▸ EXERCISE
Every line with the string "middle" in it belongs in your answer, so copy them all from the data.

EXERCISE DATA section start

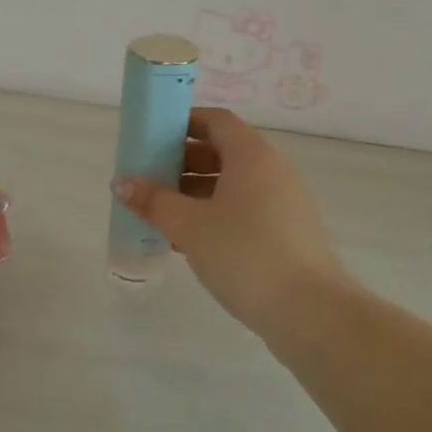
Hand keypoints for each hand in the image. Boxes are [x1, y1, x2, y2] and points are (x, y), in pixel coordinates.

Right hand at [113, 108, 343, 332]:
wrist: (310, 311)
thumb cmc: (245, 253)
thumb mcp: (190, 226)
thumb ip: (154, 201)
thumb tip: (122, 182)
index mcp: (251, 154)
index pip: (215, 121)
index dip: (183, 124)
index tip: (152, 139)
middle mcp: (271, 169)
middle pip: (222, 151)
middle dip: (183, 162)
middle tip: (150, 180)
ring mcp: (284, 201)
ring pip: (232, 184)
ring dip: (196, 193)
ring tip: (162, 214)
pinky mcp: (287, 232)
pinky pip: (245, 209)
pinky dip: (216, 215)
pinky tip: (189, 242)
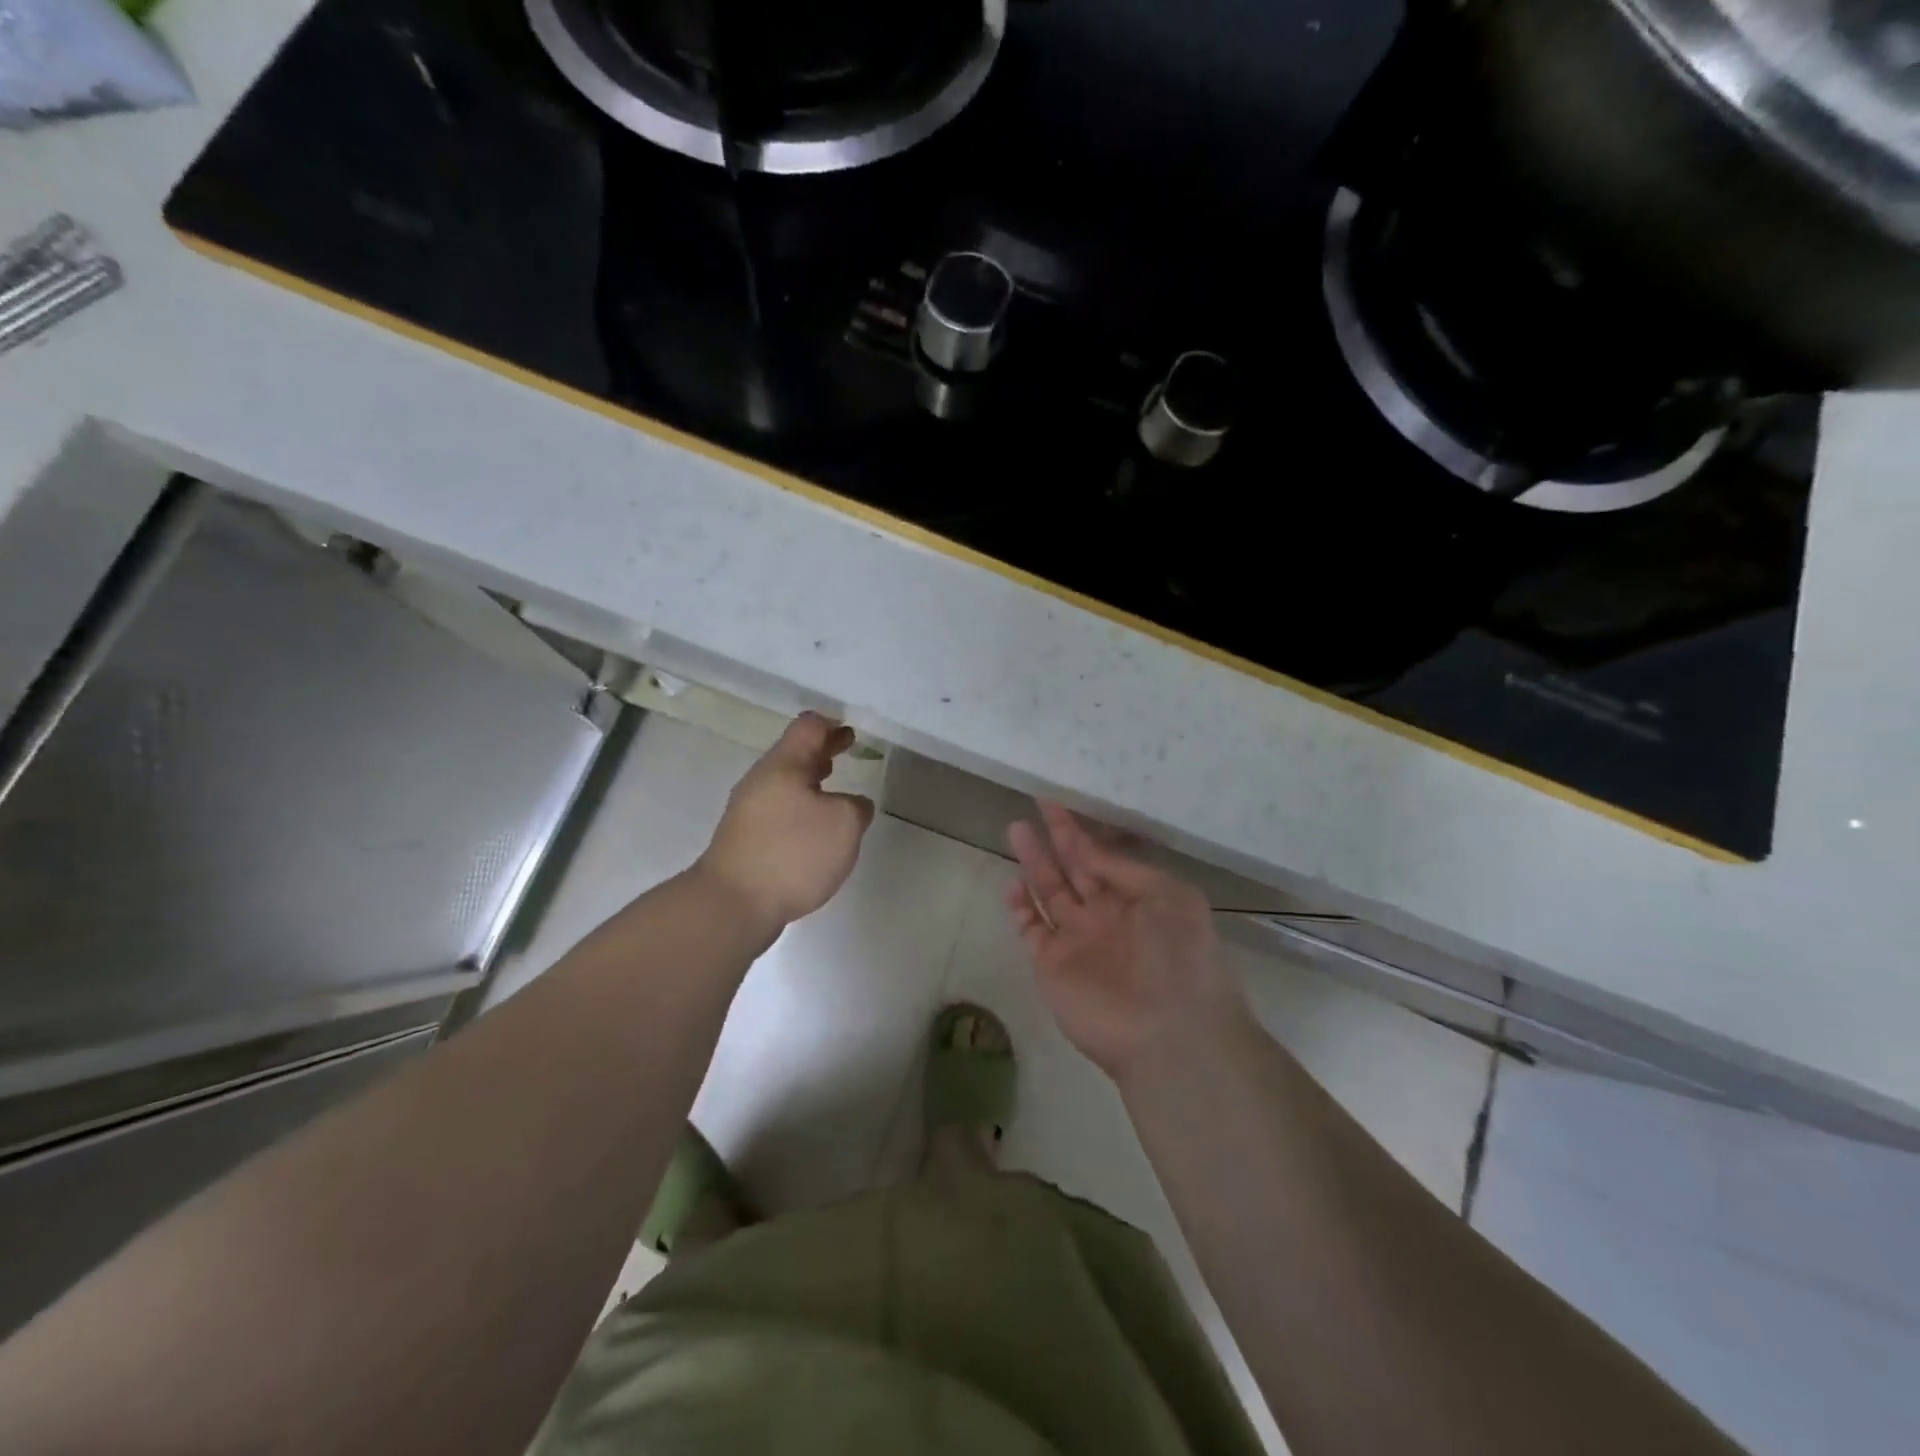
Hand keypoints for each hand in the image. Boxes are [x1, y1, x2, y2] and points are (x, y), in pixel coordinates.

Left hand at [696, 712, 874, 933]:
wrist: (732, 904)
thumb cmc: (793, 853)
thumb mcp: (845, 824)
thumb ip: (857, 806)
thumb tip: (851, 805)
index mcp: (784, 765)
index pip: (809, 727)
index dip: (833, 724)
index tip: (852, 730)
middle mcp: (762, 781)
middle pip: (794, 752)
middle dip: (824, 749)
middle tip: (848, 747)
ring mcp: (748, 811)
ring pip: (785, 782)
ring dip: (811, 778)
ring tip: (834, 786)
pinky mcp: (745, 839)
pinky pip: (778, 810)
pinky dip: (800, 806)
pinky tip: (814, 828)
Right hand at [1007, 803, 1249, 1087]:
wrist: (1169, 1031)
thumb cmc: (1180, 956)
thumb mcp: (1169, 896)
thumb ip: (1125, 870)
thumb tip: (1092, 850)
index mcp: (1137, 899)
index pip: (1101, 856)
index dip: (1080, 830)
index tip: (1058, 802)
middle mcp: (1105, 916)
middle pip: (1073, 869)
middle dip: (1056, 839)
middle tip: (1035, 804)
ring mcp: (1077, 941)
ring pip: (1049, 894)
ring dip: (1034, 864)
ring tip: (1016, 830)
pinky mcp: (1052, 966)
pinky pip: (1031, 930)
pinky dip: (1020, 908)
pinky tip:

EXERCISE DATA section end

▸ TASK ANSWER
middle mcp: (271, 169)
middle pip: (222, 151)
middle dip: (183, 162)
middle tip: (150, 180)
middle mcp: (762, 781)
middle pip: (794, 752)
middle dip: (824, 749)
middle tip: (848, 747)
middle mcp: (1105, 916)
middle pip: (1073, 869)
middle dip: (1056, 839)
middle tip: (1035, 804)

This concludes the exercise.